Directions for this task -
The lines you need are those holding the word "Route"; pull them from the material.

Extracted material -
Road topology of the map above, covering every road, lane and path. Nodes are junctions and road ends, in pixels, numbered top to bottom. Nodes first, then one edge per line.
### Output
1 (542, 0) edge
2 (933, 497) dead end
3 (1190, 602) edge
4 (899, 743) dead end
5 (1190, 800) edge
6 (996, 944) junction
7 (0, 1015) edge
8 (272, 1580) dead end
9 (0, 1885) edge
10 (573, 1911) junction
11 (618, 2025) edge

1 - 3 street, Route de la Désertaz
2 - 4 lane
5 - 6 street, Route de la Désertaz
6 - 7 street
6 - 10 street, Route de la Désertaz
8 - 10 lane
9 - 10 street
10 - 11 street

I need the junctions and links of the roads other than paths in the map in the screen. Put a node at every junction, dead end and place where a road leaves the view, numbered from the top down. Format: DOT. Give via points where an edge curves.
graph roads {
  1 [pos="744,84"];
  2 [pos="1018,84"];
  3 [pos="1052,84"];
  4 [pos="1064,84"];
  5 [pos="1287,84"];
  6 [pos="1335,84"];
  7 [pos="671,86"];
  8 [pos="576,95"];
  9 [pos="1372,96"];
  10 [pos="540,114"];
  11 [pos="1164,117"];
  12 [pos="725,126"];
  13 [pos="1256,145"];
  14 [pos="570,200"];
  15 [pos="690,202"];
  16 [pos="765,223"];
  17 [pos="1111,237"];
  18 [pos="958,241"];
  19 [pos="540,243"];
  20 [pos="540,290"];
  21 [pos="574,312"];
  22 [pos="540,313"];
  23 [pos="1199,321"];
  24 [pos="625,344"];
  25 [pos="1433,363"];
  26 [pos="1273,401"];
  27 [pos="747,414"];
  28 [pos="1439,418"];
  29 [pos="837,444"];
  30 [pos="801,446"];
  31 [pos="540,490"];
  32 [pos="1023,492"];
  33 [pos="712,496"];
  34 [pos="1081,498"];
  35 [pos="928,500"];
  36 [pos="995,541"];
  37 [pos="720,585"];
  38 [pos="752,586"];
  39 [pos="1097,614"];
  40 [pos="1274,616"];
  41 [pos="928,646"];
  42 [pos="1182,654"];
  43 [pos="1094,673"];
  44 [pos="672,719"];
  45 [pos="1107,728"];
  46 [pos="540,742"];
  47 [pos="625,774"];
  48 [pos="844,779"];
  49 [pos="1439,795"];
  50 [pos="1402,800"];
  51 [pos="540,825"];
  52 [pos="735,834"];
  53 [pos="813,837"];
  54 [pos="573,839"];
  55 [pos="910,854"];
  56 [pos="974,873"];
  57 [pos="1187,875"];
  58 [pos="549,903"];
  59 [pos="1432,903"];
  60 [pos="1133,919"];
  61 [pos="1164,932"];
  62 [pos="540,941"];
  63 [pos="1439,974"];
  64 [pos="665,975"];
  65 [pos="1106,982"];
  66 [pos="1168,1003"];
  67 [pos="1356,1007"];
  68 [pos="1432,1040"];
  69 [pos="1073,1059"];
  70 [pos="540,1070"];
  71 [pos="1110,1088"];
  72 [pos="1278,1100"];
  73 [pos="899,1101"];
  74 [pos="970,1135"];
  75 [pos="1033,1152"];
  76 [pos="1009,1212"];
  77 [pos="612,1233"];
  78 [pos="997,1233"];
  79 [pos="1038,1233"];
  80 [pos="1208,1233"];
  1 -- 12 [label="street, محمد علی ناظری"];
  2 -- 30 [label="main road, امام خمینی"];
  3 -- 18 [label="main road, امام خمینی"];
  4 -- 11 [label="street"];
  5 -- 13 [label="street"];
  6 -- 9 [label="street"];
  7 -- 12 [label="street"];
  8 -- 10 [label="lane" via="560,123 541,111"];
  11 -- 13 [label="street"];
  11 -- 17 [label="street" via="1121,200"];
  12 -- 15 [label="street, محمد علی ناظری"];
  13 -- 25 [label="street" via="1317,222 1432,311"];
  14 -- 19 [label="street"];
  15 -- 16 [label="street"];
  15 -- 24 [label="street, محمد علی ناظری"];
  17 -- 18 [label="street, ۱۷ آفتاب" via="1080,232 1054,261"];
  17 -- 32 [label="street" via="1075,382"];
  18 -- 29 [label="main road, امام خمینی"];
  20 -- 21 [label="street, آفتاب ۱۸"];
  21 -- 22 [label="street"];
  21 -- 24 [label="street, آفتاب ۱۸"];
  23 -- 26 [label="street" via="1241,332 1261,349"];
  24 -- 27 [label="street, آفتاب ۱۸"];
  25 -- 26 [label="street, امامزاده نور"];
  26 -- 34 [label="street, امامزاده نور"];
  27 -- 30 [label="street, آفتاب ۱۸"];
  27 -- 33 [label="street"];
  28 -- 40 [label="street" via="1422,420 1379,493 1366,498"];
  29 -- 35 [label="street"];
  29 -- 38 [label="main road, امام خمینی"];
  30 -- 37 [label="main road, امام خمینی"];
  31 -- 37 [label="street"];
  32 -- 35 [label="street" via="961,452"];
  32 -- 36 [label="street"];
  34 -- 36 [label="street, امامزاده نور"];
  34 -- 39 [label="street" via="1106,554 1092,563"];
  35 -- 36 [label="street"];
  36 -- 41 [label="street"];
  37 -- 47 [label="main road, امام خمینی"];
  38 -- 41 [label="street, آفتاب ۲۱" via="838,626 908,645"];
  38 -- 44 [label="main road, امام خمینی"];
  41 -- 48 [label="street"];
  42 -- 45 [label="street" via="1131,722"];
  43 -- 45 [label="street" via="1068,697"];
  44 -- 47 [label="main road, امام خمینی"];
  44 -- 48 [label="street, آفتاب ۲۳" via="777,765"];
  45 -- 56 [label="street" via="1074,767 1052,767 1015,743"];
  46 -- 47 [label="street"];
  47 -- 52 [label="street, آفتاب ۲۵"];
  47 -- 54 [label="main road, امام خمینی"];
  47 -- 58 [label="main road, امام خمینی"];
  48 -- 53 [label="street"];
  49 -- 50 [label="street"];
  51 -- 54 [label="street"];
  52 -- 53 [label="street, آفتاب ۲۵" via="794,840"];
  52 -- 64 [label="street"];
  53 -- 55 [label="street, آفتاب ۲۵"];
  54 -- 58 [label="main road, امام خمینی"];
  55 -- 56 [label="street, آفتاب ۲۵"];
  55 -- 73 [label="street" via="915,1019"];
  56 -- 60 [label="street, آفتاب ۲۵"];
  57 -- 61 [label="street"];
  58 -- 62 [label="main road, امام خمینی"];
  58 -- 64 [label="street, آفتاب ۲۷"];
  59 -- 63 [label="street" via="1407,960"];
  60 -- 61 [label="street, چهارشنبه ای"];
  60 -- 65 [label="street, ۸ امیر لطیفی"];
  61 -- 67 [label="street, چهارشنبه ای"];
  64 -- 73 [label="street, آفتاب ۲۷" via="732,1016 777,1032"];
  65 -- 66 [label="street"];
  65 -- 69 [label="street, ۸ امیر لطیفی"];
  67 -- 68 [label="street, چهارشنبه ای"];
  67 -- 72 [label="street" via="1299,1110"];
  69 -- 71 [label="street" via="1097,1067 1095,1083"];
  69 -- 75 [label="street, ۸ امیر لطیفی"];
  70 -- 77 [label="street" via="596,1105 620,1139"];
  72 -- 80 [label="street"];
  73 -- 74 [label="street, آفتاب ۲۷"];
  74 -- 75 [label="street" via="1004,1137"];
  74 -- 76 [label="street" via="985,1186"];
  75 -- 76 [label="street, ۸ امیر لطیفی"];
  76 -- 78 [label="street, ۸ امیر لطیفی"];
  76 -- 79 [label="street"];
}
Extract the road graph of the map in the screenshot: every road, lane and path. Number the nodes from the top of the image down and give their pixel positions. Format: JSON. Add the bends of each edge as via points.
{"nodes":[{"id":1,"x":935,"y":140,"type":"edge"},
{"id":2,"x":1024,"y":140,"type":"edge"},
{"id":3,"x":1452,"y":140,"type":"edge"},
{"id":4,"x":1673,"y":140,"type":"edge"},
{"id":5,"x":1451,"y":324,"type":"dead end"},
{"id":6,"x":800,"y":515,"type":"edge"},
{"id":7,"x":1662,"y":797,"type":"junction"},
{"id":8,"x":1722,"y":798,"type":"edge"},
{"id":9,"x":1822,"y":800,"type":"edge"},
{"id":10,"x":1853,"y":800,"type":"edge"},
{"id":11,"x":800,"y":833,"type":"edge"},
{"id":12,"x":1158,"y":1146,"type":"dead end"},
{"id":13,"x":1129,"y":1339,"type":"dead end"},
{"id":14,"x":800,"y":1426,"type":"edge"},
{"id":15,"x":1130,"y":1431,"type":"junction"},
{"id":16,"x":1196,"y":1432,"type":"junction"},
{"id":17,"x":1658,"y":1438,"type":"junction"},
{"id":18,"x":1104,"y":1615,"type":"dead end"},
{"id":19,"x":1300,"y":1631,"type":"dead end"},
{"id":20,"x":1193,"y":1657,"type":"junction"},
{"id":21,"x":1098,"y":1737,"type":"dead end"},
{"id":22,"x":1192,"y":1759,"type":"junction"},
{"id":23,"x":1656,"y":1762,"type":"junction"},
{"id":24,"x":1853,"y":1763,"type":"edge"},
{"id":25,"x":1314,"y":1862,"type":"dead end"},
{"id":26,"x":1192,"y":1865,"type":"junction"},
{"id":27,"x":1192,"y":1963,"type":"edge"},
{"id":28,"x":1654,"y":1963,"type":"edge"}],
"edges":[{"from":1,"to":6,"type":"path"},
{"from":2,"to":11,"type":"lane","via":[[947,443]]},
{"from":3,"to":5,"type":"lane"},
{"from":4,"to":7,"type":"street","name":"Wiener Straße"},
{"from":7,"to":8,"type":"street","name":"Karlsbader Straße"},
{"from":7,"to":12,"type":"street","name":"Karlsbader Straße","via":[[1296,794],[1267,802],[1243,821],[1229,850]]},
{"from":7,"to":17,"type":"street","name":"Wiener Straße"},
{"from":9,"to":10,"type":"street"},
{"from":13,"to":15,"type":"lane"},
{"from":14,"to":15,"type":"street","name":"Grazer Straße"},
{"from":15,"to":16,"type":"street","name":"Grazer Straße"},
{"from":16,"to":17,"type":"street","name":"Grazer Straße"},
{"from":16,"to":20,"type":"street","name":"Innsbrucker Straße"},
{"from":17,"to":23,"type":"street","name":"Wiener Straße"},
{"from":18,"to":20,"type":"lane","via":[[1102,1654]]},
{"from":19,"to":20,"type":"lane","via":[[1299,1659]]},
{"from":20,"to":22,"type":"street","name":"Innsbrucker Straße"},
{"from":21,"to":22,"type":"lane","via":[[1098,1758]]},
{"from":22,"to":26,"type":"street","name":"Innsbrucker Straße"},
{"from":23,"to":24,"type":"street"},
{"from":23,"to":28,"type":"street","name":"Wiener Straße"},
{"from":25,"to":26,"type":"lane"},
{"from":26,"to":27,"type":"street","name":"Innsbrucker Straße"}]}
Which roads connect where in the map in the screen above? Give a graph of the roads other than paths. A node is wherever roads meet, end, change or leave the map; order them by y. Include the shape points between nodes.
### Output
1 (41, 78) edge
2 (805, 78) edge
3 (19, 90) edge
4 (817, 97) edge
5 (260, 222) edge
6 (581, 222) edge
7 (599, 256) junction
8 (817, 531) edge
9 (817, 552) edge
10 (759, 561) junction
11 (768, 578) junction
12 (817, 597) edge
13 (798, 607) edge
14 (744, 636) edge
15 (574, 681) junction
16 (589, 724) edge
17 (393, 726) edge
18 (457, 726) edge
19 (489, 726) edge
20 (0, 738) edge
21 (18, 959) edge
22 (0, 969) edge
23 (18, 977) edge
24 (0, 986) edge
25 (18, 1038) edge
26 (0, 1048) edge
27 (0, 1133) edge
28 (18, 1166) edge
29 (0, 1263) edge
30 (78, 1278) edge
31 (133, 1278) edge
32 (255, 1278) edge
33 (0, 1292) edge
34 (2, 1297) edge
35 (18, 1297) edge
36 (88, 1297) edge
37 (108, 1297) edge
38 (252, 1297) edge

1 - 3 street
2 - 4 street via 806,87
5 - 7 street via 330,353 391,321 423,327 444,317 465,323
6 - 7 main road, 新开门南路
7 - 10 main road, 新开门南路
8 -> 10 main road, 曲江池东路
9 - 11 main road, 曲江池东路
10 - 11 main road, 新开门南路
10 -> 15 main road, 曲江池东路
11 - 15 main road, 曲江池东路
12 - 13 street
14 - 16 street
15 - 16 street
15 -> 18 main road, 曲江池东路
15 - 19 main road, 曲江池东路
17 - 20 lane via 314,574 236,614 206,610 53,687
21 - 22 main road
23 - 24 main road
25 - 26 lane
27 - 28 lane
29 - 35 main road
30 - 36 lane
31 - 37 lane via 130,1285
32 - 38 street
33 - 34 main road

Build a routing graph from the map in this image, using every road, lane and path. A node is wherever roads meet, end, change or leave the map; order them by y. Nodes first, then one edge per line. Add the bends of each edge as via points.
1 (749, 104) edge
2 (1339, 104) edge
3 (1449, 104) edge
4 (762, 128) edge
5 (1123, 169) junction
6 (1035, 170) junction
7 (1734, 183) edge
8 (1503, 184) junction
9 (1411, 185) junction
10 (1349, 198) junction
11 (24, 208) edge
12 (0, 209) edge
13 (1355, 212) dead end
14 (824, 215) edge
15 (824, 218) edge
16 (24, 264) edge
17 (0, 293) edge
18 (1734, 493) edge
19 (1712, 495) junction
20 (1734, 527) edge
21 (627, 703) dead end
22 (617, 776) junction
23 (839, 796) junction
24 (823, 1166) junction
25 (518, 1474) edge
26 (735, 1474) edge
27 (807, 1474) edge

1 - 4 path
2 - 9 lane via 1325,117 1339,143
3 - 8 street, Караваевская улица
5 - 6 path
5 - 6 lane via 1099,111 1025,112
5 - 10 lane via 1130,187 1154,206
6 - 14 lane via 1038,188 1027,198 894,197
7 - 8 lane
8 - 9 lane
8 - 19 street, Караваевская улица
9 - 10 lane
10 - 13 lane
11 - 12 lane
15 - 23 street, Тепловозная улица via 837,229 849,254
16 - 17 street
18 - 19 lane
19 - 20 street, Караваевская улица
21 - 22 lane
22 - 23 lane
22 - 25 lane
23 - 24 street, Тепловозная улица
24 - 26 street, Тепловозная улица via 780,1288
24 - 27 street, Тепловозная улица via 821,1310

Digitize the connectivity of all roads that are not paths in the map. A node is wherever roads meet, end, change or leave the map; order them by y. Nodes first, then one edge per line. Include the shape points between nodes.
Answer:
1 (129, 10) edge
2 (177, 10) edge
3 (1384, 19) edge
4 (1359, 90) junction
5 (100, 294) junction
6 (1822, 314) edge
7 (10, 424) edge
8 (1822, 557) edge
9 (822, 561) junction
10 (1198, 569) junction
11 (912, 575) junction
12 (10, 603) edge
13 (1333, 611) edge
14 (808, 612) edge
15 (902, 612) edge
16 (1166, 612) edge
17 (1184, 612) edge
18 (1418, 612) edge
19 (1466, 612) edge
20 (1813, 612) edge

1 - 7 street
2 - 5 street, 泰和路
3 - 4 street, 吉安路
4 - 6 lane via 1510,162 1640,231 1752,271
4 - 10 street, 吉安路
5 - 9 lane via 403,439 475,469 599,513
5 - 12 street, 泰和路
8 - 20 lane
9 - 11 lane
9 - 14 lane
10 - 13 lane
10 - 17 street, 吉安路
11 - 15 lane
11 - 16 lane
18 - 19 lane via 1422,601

Answer to this task -
1 - 3 street, Route de la Désertaz
5 - 6 street, Route de la Désertaz
6 - 10 street, Route de la Désertaz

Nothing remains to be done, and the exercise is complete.